The voice in my headset was urgent, “Budd, there’s smoke in the cockpit!”
Even though I was up front in the open cockpit with lots of air moving around, I didn’t have to be told the obvious. In the last couple seconds, the smell that I had first interpreted as extremely hot brakes took on the smell of hot wiring, all of which set my senses on full alert. So, when there was a big flash behind my left elbow followed by billowing smoke, a part of me, over which I had only minimal control, slammed into full emergency mode.
“Eight Papa Bravo has smoke in the cockpit,” I yelled into the mike even as I bent the airplane around to the right. “I’m putting this thing on the ground.”
We had just passed the tower and had barely four hundred feet of altitude. I didn’t bother looking under my elbow. I knew something down there was burning and I was fairly certain that wasn’t a good thing. Bringing my head inside the cockpit to see how bad it was would be a waste of time, so the part of me, that seemed to be running things on autopilot decided I’d just assume the worse and behave accordingly. Fire of any kind in the cockpit is every pilot’s worse nightmare and I was living mine.
Fortunately, I wasn’t in this particular nightmare alone. Rather than having a student in the back seat, I was letting my friend Shaun, an experienced pilot, get his monthly Pitts fix. He had a clear view of the burning wires under the instrument panel and immediately shut the master off. If a green student had been back there, things would have been much worse.
I had yelled into the intercom to shut the master off and, when I had no side tone and couldn’t hear myself, I assumed either my adrenaline level was so high that it was over my ears and interfering with hearing or the fire (or Shaun), had shut the system down. Either way, that was unimportant. My only job was fly the airplane and hope the fire, if there was one, wouldn’t get any worse.
The good news was that the airplane was flying fine and its engine was still singing its snarly little song. Its only problem was smoke swirling around its occupants. An airplane that is still running gives you all sorts of options so I initially decided to suck it into a 60-degree-bank teardrop turn and land downwind. However, as the nose swung around and the runway came into view, it was obvious that wasn’t going to work: there was some kind of Piper thing (my aircraft identification skills had apparently died) rolling out after landing. He was thoughtlessly occupying the very piece of runway I so desperately needed.

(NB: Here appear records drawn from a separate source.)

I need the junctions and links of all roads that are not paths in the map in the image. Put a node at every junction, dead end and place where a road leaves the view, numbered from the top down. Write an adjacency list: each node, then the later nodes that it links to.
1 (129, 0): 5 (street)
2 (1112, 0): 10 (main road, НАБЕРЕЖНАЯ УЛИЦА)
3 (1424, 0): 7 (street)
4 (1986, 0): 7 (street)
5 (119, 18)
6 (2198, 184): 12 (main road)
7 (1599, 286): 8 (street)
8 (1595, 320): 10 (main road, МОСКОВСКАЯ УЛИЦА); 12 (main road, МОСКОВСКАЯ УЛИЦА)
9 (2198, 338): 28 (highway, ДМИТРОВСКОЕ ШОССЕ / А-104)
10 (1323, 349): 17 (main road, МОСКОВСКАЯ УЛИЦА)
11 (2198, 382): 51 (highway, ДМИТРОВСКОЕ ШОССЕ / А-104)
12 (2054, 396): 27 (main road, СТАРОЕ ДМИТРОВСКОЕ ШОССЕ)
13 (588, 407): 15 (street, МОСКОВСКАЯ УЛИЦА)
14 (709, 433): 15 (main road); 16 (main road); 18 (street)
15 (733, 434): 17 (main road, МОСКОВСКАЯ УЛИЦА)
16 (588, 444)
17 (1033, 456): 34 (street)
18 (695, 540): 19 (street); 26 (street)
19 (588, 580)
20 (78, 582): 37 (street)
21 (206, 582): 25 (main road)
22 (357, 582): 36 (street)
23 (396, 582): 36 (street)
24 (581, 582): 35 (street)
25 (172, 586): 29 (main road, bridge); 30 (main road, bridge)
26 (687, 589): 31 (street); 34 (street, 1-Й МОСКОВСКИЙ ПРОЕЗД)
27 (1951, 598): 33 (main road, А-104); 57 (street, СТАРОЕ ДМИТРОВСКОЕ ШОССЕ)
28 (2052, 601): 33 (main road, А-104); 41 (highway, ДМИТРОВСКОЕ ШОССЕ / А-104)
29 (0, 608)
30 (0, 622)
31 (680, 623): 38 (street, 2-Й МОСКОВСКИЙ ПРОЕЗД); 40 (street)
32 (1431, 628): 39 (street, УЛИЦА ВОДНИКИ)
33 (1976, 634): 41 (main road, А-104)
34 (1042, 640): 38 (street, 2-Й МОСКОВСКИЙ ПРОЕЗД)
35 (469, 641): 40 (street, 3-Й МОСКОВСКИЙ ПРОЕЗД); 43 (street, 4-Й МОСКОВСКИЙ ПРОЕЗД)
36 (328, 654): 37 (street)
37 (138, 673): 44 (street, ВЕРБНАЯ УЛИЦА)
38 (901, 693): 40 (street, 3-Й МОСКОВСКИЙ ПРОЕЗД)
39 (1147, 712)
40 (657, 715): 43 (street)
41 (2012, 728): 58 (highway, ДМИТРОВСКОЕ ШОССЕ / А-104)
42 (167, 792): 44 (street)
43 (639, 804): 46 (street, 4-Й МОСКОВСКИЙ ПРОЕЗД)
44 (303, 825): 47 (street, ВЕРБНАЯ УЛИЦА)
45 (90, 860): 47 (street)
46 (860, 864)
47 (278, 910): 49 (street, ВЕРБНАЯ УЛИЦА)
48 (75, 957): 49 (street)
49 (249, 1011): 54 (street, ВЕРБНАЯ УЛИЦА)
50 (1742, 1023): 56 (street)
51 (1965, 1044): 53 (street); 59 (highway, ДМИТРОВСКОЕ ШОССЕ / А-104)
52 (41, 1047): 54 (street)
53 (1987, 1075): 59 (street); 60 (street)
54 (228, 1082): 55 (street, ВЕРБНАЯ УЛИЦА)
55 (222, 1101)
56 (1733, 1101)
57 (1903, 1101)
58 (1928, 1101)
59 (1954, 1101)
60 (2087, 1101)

By this time the smoke had thinned out and the onboard thinking apparatus (me) was working a little more clearly, so I squinted at final. Good, no one out there. With no one on final, I could fly downwind a little ways and not conflict with traffic. I, however, had zero intention of flying the length of the runway. I wanted down, so I powered back part way and slogged along waiting for the Piper to get out of the way.

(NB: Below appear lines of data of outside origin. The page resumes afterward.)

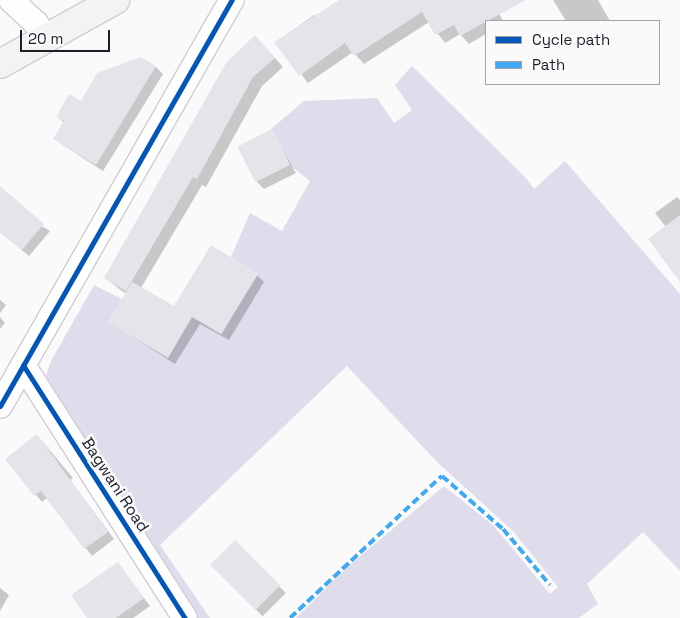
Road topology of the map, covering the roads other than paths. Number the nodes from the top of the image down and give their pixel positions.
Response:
1 (10, 0) edge
2 (115, 0) edge
3 (232, 0) edge
4 (45, 38) junction
5 (0, 64) edge
6 (23, 365) junction
7 (0, 406) edge
8 (185, 618) edge

1 - 4 street
2 - 4 main road
3 - 6 street
4 - 5 main road
6 - 7 street
6 - 8 street, Bagwani Road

I say I was thinking more clearly, but that obviously wasn’t the case because I kept worrying about cutting in front of landing traffic. At no time did I think the tower may be smart enough to realize I had a problem and ask everyone to go around. Here I was at two or three hundred feet, right over the taxiway and literally in their face and my only thought about the tower was, “Boy, is this going to piss ‘em off.”
Other than clearing final, I was totally focused on the Piper on the runway while I tried to calculate how soon he was going to clear. Using him as the pivot point, I made a super tight, 180-degree turning approach with a healthy slip fine-tuning everything so I’d land on the piece of runway he was just about to vacate. Then it looked as if he was about to overshoot his turnoff and I nearly swallowed my gum! The controller must have said some encouraging tower-words like, “Getchurbuttofftherunwaywehaveanemergencyinprogress” because he braked hard and got off just in the nick of time.
We landed without incident and, as we turned off and smartly swung the nose into the tower, they gave us a green light to taxi, just as if we’d practiced it. From that point on, since there were no flames crawling up my left sleeve, all I could think about was getting a hold of the tower and explaining myself. I got them on the phone and the tower super said he’d been standing behind the controller working me and the instant we pitched into a tight turn right over the runway, everyone in the tower said the same four-letter expletive (no, not that one) in unison and started clearing traffic out around us. He couldn’t have been more understanding.
I popped the back off the instrument panel and found a mess of charred wire where my strobe line harness had been. A teeny little wire had chaffed through and fried some very expensive looking stuff. Tomorrow we start fixing it.
When something even as minor as this happens, you constantly rerun it in the theater of your mind while trying to see where you could have done something better: I couldn’t find anything I would have done differently given what I knew at the time. However, in re-thinking it, I realized that not once did I look in the cockpit. I had no idea what my power or airspeed was. All I saw was the nose of the airplane and a white Piper that I wished wasn’t there. Without thinking about it, I did exactly what I harp at my students about and flew the nose attitude, everything else be damned.This is the fifth (that’s right, fifth, as in five) emergency landing I’ve made this year and it’s getting annoying. Plus, my laundry bills are definitely out of control.